• Exercise objective: Narrow the data below down to the lines containing "Biegańskiego".

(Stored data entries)

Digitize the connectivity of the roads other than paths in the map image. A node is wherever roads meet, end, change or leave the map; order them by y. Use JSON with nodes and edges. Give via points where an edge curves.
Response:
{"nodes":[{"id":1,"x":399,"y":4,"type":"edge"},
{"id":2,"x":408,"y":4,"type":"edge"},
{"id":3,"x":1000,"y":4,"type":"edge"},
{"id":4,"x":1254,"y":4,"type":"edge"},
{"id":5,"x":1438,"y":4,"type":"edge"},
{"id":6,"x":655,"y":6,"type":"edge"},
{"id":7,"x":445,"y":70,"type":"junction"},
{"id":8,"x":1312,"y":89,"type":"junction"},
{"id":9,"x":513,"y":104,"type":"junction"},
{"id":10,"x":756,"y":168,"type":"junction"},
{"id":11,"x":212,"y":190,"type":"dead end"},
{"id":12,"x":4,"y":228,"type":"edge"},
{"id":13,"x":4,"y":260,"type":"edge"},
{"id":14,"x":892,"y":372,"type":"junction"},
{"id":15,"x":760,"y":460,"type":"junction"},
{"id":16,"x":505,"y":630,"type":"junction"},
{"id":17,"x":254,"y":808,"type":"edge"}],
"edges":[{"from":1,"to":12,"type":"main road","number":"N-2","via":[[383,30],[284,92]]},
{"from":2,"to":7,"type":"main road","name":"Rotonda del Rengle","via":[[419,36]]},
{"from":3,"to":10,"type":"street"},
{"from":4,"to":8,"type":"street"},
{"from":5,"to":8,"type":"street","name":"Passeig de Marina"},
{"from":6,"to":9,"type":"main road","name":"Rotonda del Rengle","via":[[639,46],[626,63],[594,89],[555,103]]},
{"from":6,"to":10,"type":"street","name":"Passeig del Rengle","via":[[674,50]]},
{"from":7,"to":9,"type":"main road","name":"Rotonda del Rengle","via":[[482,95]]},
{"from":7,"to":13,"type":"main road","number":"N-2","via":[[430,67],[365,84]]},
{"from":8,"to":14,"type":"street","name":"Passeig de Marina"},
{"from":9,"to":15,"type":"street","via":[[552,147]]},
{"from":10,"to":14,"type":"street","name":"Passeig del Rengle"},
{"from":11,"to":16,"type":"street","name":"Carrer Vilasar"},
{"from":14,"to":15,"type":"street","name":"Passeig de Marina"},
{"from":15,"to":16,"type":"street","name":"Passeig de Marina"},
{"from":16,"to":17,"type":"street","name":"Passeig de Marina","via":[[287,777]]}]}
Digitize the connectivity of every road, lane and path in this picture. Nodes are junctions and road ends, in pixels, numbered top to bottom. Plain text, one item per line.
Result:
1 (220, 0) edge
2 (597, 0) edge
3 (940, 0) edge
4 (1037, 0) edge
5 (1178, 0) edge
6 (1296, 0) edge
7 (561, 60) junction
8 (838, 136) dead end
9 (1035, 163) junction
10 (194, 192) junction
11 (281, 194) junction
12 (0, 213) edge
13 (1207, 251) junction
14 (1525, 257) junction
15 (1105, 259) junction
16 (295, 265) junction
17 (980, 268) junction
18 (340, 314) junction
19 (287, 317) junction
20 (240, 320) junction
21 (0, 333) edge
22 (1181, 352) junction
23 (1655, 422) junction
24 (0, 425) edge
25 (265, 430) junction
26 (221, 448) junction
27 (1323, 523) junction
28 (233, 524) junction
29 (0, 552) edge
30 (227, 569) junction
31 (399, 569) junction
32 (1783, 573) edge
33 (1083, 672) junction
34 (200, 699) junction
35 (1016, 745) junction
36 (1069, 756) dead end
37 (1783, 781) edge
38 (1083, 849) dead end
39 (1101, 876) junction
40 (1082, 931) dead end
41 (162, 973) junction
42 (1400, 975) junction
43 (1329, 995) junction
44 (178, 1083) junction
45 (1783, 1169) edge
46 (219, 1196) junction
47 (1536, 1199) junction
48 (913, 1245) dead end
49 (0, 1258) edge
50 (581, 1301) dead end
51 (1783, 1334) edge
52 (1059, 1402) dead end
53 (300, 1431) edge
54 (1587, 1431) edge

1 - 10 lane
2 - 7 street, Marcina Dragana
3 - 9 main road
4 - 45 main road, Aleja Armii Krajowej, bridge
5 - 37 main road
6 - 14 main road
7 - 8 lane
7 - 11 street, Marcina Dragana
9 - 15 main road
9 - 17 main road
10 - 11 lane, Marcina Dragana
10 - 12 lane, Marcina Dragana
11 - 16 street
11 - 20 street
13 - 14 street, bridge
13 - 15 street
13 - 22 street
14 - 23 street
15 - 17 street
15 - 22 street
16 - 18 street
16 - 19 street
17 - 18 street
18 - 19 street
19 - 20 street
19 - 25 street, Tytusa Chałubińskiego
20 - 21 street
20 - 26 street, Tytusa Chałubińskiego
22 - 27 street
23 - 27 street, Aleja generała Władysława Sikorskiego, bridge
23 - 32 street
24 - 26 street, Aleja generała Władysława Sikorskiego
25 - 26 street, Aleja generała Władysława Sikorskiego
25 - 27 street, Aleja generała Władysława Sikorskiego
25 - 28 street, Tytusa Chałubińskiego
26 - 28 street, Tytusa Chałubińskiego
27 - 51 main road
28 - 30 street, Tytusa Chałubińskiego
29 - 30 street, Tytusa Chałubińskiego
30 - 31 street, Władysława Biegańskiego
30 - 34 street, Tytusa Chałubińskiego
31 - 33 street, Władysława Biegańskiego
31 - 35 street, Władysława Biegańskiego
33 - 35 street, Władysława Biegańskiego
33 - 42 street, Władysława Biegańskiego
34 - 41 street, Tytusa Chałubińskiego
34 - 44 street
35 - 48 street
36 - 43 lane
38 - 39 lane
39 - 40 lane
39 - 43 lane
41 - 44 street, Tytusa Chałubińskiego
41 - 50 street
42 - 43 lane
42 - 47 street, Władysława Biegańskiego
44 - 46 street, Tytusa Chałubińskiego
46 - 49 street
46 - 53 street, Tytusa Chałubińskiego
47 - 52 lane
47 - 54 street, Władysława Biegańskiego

• Output of the exercise:
30 - 31 street, Władysława Biegańskiego
31 - 33 street, Władysława Biegańskiego
31 - 35 street, Władysława Biegańskiego
33 - 35 street, Władysława Biegańskiego
33 - 42 street, Władysława Biegańskiego
42 - 47 street, Władysława Biegańskiego
47 - 54 street, Władysława Biegańskiego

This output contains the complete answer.